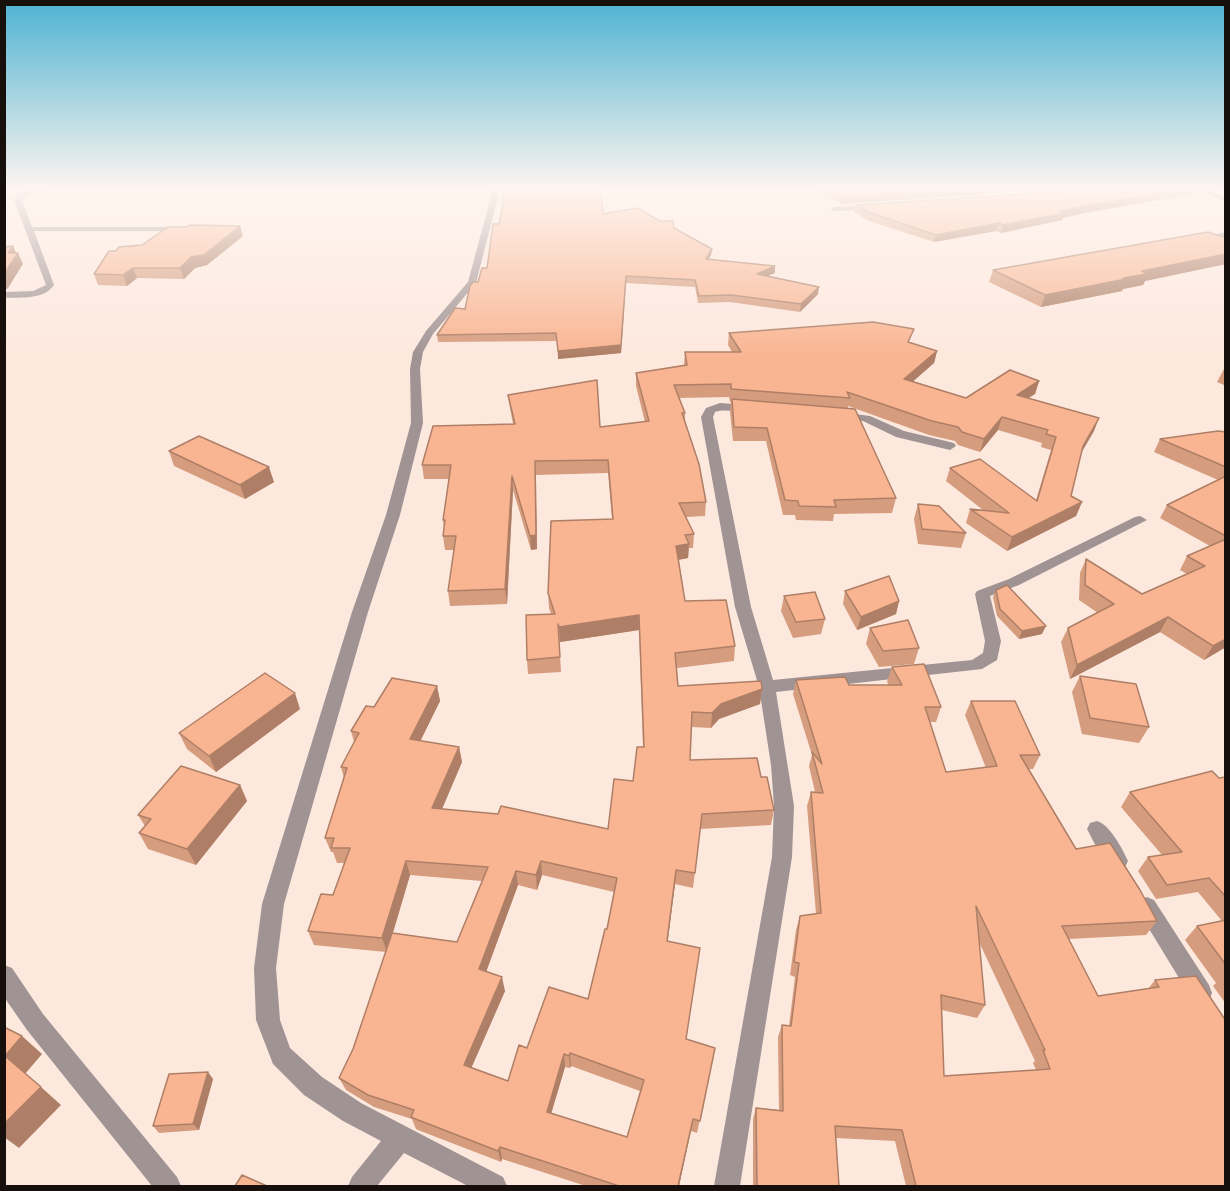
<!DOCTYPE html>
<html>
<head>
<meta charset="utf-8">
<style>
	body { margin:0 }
	#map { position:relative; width:1230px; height:1191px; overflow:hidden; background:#fde8de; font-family:Quicksand,sans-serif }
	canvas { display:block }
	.frame { position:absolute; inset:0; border:6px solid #170f0b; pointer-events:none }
</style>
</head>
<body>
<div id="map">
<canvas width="1230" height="1191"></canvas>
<div class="frame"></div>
</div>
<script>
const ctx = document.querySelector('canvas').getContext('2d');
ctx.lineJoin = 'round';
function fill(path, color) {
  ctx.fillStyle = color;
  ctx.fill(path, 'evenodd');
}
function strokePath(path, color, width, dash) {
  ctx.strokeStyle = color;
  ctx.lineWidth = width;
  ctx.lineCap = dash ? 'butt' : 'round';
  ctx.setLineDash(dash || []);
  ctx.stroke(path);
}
fill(new Path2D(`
	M 32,189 L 43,189 L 22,200 L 32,227 L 184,227 L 188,229 L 184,231 L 34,231 L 54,285 C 44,300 21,297 4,298 L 4,292 L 33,291 L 46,285 L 14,200 L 17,194 Z
	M 493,189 L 500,189 L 476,283 L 433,334 L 423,352 L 420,369 L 423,423 L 400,515 L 368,612 L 284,904 L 276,968 L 280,1020 L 290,1048 L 322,1077 L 361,1103 L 503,1177 L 507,1186 L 468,1186 L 404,1153 L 377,1186 L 348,1186 L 352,1177 L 381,1141 L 343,1121 L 304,1095 L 273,1064 L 256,1020 L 254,968 L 262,904 L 352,612 L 386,515 L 411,423 L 410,369 L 413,352 L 426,331 L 468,282 Z
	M 1195,189 L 1205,189 L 1226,197 L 1226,202 Z
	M 874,205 L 877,209 L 834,211 L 830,209 L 834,207 Z
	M 1226,232 L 1226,236 L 1198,241 L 1194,239 Z
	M 720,403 L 750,405 L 756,408 C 745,416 728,407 715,412 L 713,417 L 751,607 L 773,680 L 972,660 L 983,653 L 985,641 L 975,594 L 977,591 L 1009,579 L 1135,517 L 1140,516 L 1147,520 L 1019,585 L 990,596 L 1001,641 L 997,660 L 982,669 L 776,692 L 794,806 L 792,857 L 740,1186 L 714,1186 L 772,857 L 774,806 L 771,765 L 759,687 L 735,607 L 701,417 L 706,408 Z
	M 840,412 L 870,416 L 904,431 L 954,443 L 956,446 L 950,450 L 896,437 L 863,421 L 836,417 L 836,413 Z
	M 1097,821 C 1110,825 1122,848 1128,861 L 1125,867 L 1118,870 C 1104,865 1094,842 1087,829 L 1090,823 Z
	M 1147,897 L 1154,900 L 1209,985 L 1212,993 L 1209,1001 L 1201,1004 L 1193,1001 L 1140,914 L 1136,907 L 1140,900 Z
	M 4,965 L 12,968 L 43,1014 L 177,1177 L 181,1186 L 152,1186 L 27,1030 L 4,997 Z`), '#a09394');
fill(new Path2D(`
	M 817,189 L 1052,189 L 841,204 Z
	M 1084,189 L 1201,189 L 1199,193 L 1084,213 L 1063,218 L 1062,220 L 1001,233 L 996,231 L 934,242 L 869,221 L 854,212 L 856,205 L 1073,191 Z
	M 503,204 L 660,221 L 712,249 L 711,255 L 709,259 L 775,273 L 767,276 L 818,294 L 800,312 L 730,302 L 698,303 L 695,287 L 626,283 L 621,353 L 558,359 L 557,341 L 438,342 L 437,335 L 465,309 L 478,282 L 487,268 Z
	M 240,226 L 243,236 L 207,265 L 195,268 L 184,279 L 137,278 L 127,286 L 98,285 L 94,274 L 116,251 L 142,245 L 186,227 Z
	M 1226,238 L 1226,264 L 1145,281 L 1143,285 L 1123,289 L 1122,291 L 1041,307 L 989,282 L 993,270 Z
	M 729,333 L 910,342 L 937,351 L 934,363 L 913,381 L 966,398 L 1039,381 L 1035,394 L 1028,398 L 1094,431 L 1081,453 L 1071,496 L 1082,502 L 1076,516 L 1007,551 L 966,523 L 970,509 L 983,510 L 946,481 L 950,468 L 1036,500 L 1051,450 L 1041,447 L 1042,443 L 998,430 L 980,452 L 958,445 L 955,441 L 929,435 L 848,406 L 848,408 L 896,498 L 892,513 L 834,514 L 833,521 L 796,520 L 795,515 L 783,515 L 766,441 L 733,441 L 730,412 L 731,402 L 730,402 L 729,397 L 679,398 L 685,413 L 685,421 L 706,502 L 705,516 L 686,517 L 694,534 L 693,548 L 689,548 L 688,558 L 679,560 L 685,601 L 735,646 L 734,661 L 677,668 L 678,686 L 762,689 L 760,704 L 719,719 L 711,728 L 692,727 L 690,760 L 761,777 L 774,810 L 771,825 L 700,829 L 693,888 L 675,884 L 667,941 L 686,1039 L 715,1048 L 697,1133 L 691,1131 L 679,1186 L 586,1186 L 502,1159 L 501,1162 L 418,1130 L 416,1129 L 412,1119 L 374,1107 L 346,1090 L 339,1078 L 353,1049 L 386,952 L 314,945 L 308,931 L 333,895 L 344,863 L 337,863 L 333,852 L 331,852 L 325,838 L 344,778 L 341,767 L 354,742 L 351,731 L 374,707 L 437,686 L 440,701 L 420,741 L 459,747 L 462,762 L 442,809 L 608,829 L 633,781 L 643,747 L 639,630 L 560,642 L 559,639 L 561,672 L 528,674 L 527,660 L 551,614 L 549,608 L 548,593 L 612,519 L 608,473 L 536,475 L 537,549 L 531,550 L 513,490 L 507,604 L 450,606 L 448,591 L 454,550 L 445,550 L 443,536 L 444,527 L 443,520 L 449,479 L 424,479 L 422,465 L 513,424 L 510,408 L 508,395 L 600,427 L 645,422 L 636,386 L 636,373 L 684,365 L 685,352 L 732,352 L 728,345 ZM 410,875 L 482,881 L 457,942 L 393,933 ZM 542,875 L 614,892 L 607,929 L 588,999 L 527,1048 L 508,1081 L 471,1068 L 505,991 L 486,972 L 518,885 L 537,890 ZM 571,1066 L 640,1091 L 627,1137 L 551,1114 L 565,1067 L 570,1068 Z
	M 1226,368 L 1226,386 L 1217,382 L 1224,369 Z
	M 1226,432 L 1226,647 L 1204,660 L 1160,632 L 1070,679 L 1061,642 L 1068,628 L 1098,613 L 1079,600 L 1080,573 L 1086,559 L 1142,594 L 1187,574 L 1180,570 L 1187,556 L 1210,546 L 1160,518 L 1167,505 L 1218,480 L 1154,452 L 1160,439 Z
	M 169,451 L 274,482 L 245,499 L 174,466 Z
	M 918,504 L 966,533 L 961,548 L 918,544 L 914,519 Z
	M 996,590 L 1042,634 L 1019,639 L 997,616 L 993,597 Z
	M 845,591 L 899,601 L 896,614 L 857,630 L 843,604 Z
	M 784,596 L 825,619 L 821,634 L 793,638 L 781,611 Z
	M 870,628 L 919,648 L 914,664 L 879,667 L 866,644 Z
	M 892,667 L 941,707 L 936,722 L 930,722 L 946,772 L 986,768 L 965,715 L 971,701 L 1040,755 L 1033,769 L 1029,769 L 1076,849 L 1157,921 L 1146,935 L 1069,939 L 1098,996 L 1148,989 L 1155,980 L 1196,976 L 1226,1186 L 906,1186 L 895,1141 L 836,1138 L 839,1186 L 753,1186 L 753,1119 L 756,1108 L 779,1110 L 778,1037 L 782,1025 L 789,1026 L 795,977 L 790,975 L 796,930 L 800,916 L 816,914 L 807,806 L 811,792 L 815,792 L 809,766 L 812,755 L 793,694 L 796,680 L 849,685 L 889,685 L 887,682 ZM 979,942 L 1035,1061 L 1033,1063 L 1036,1070 L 944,1076 L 942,1010 L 977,1018 L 985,1005 Z
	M 1080,676 L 1149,727 L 1139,743 L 1082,734 L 1072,692 Z
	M 300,709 L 216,772 L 187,749 L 179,733 Z
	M 1226,777 L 1226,1004 L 1213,986 L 1216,983 L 1185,940 L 1197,926 L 1222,921 L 1198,892 L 1156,899 L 1138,871 L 1148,857 L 1162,855 L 1121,807 L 1130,792 Z
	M 240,785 L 247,801 L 196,865 L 148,849 L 139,833 L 145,826 L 138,815 Z
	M 213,1079 L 199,1130 L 159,1133 L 153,1126 Z`), '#d69c7e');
fill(new Path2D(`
	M 954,189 L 1052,189 L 841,204 L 842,197 Z
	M 1184,189 L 1201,189 L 1199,193 L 1084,213 L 1063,218 L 1062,220 L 1001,233 L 1003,225 L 1061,211 L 1086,206 Z
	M 999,223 L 996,231 L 934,242 L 936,235 Z
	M 240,226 L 243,236 L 207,265 L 195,268 L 184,279 L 180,268 L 191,257 Z
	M 13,246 L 17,255 L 18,253 L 23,264 L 8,288 L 4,291 L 4,274 L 8,253 Z
	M 712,249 L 711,255 L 705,265 L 706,259 Z
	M 1226,254 L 1226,264 L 1145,281 L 1143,285 L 1123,289 L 1122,291 L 1041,307 L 1045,295 L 1123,278 L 1142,271 Z
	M 775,266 L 775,273 L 756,281 L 757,274 Z
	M 133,268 L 137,278 L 127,286 L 123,275 Z
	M 626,276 L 621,353 L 558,359 L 558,351 Z
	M 819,287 L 818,294 L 800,312 L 801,304 Z
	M 937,351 L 934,363 L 901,392 L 904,379 Z
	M 1039,381 L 1035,394 L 1013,408 L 1017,395 Z
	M 1002,417 L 998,430 L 980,452 L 984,439 Z
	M 1099,418 L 1094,431 L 1077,460 L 1083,446 Z
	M 535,461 L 537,549 L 531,550 L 530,536 Z
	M 269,467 L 274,482 L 245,499 L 240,485 Z
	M 512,476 L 513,490 L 507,604 L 505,589 Z
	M 1082,502 L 1076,516 L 1007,551 L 1012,537 Z
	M 689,544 L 688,558 L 676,560 L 676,546 Z
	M 899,601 L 896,614 L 857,630 L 861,617 Z
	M 639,615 L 639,630 L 560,642 L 559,627 Z
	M 1168,617 L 1160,632 L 1070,679 L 1077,665 Z
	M 1046,626 L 1042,634 L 1019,639 L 1022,631 Z
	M 1226,639 L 1226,647 L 1204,660 L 1213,646 Z
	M 437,686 L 440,701 L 414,754 L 410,739 Z
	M 762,689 L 760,704 L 719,719 L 711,728 L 712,713 L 721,704 Z
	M 295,693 L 300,709 L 216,772 L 209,756 Z
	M 459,747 L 462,762 L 436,823 L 432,808 Z
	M 240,785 L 247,801 L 196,865 L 187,849 Z
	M 406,861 L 410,875 L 387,952 L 382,938 Z
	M 541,861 L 542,875 L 537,890 L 536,875 Z
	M 676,870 L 675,884 L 666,955 L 667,941 Z
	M 516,871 L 518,885 L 482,983 L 479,969 Z
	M 502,977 L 505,991 L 467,1078 L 464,1065 Z
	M 22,1036 L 42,1054 L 25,1074 L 5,1056 Z
	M 570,1053 L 571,1066 L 570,1068 L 569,1056 Z
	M 564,1054 L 565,1067 L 548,1124 L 547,1112 Z
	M 208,1072 L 213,1079 L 199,1130 L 193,1124 Z
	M 41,1087 L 61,1105 L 19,1148 L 4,1137 L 4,1124 Z
	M 693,1119 L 679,1186 L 678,1186 Z
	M 500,1147 L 502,1159 L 501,1162 L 498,1151 Z`), '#ae7f66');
const building = new Path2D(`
	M 502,189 L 592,189 L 595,195 L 601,195 L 603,214 L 637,208 L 660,221 L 673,221 L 674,228 L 712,249 L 706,259 L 775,266 L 757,274 L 819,287 L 801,304 L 731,295 L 699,296 L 695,280 L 626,276 L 621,345 L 558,351 L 556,333 L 437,335 L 455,308 L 465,309 L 470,286 L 473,282 L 478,282 L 482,268 L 487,268 L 493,224 L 499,224 L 503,204 Z
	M 829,189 L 954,189 L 842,197 Z
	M 1084,189 L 1184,189 L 1086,206 L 1061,211 L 1065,213 L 1003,225 L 999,223 L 936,235 L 871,213 L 856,205 L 1073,191 Z
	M 190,225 L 240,226 L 204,255 L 191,257 L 180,268 L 133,268 L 123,275 L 94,274 L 109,251 L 116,251 L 119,247 L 142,245 L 168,227 L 186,227 Z
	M 1208,232 L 1226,238 L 1226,254 L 1142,271 L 1147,274 L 1123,278 L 1126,279 L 1045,295 L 993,270 Z
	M 13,246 L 8,253 L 18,253 L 4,274 L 4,247 Z
	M 873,322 L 914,329 L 908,342 L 937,351 L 904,379 L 966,398 L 1010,370 L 1039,381 L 1017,395 L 1099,418 L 1083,446 L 1071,496 L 1082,502 L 1012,537 L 970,509 L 1009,513 L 950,468 L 980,459 L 1037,501 L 1056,437 L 1046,434 L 1048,430 L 1002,417 L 984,439 L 962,432 L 958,427 L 932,421 L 847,392 L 850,398 L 731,389 L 731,384 L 674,385 L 685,413 L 682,413 L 699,464 L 706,502 L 679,503 L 694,534 L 685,535 L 689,544 L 676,546 L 685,601 L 726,600 L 735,646 L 675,653 L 678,686 L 761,681 L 762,689 L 721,704 L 712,713 L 692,712 L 690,760 L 757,758 L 761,777 L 767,777 L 774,810 L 702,814 L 695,873 L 676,870 L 667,941 L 700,948 L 686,1039 L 715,1048 L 700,1121 L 693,1119 L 678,1186 L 619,1186 L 500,1147 L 498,1151 L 413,1118 L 411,1117 L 414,1110 L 368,1095 L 339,1078 L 353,1049 L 392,933 L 457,942 L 488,867 L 406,861 L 382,938 L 308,931 L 321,894 L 333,895 L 350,848 L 331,848 L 334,838 L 325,838 L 347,768 L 341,767 L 359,733 L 351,731 L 366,706 L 374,707 L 392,678 L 437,686 L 410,739 L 459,747 L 432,808 L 498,814 L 501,806 L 608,829 L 614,779 L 633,781 L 637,747 L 644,747 L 639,615 L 559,627 L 558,624 L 560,657 L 527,660 L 526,615 L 555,614 L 548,593 L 551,521 L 613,519 L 608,460 L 535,461 L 536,535 L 530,536 L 512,476 L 505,589 L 448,591 L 456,536 L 443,536 L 445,520 L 443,520 L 451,465 L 422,465 L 433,426 L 515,424 L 508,395 L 597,380 L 600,427 L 649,421 L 636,373 L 687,365 L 685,352 L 741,352 L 729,333 ZM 541,861 L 617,878 L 607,929 L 605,929 L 588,999 L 549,987 L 527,1048 L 519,1045 L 508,1081 L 464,1065 L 502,977 L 479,969 L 516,871 L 536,875 ZM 570,1053 L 644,1080 L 627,1137 L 547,1112 L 564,1054 L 569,1056 Z
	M 732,399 L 855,409 L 896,498 L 834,500 L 836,507 L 799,506 L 798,501 L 785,500 L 767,428 L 734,427 Z
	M 1218,431 L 1226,432 L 1226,467 L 1160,439 Z
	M 199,436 L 269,467 L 240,485 L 169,451 Z
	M 1226,476 L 1226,536 L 1167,505 Z
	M 918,504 L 939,506 L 966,533 L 922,529 Z
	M 1226,539 L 1226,639 L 1213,646 L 1168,617 L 1077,665 L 1068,628 L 1114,604 L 1085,585 L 1086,559 L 1142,594 L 1205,566 L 1187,556 Z
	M 889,576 L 899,601 L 861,617 L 845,591 Z
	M 1007,585 L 1046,626 L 1022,631 L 1000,609 L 996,590 Z
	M 815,592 L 825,619 L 796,622 L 784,596 Z
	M 908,620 L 919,648 L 883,651 L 870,628 Z
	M 924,664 L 941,707 L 925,707 L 946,772 L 997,766 L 971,701 L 1015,701 L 1040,755 L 1020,755 L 1076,849 L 1110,843 L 1140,890 L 1157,921 L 1062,926 L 1098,996 L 1159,987 L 1155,980 L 1196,976 L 1226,1021 L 1226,1186 L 916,1186 L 902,1130 L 835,1126 L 839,1186 L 757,1186 L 756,1108 L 783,1111 L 782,1025 L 791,1026 L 799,963 L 794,962 L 800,916 L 821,913 L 811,792 L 823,793 L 812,752 L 822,764 L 796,680 L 845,677 L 849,685 L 902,685 L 892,667 ZM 976,906 L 1045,1050 L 1043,1050 L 1050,1069 L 944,1076 L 941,995 L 985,1005 Z
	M 265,673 L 295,693 L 209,756 L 179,733 Z
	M 1080,676 L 1136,684 L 1149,727 L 1090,718 Z
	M 181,766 L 240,785 L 187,849 L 139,833 L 151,819 L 138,815 Z
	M 1212,771 L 1219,778 L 1226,777 L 1226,897 L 1209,878 L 1167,885 L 1148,857 L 1182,852 L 1130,792 Z
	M 1226,920 L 1226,965 L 1197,926 Z
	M 4,1027 L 22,1036 L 5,1056 L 41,1087 L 4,1124 Z
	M 208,1072 L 193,1124 L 153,1126 L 169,1074 Z
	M 242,1175 L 267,1186 L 235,1186 Z`);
fill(building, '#f9b592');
strokePath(building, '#ae7f66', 1.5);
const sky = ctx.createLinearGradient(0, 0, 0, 356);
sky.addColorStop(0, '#4eb2d2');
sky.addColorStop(0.53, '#fef5f0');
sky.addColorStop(1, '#fef5f000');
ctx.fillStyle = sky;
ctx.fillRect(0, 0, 1230, 356);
</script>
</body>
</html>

**What you should do:**
From the line holding "ctx.fillStyle = sky;" to the last line of the entries above, restate each line exactly; include both ends and omit everything else.

**Solution:**
ctx.fillStyle = sky;
ctx.fillRect(0, 0, 1230, 356);
</script>
</body>
</html>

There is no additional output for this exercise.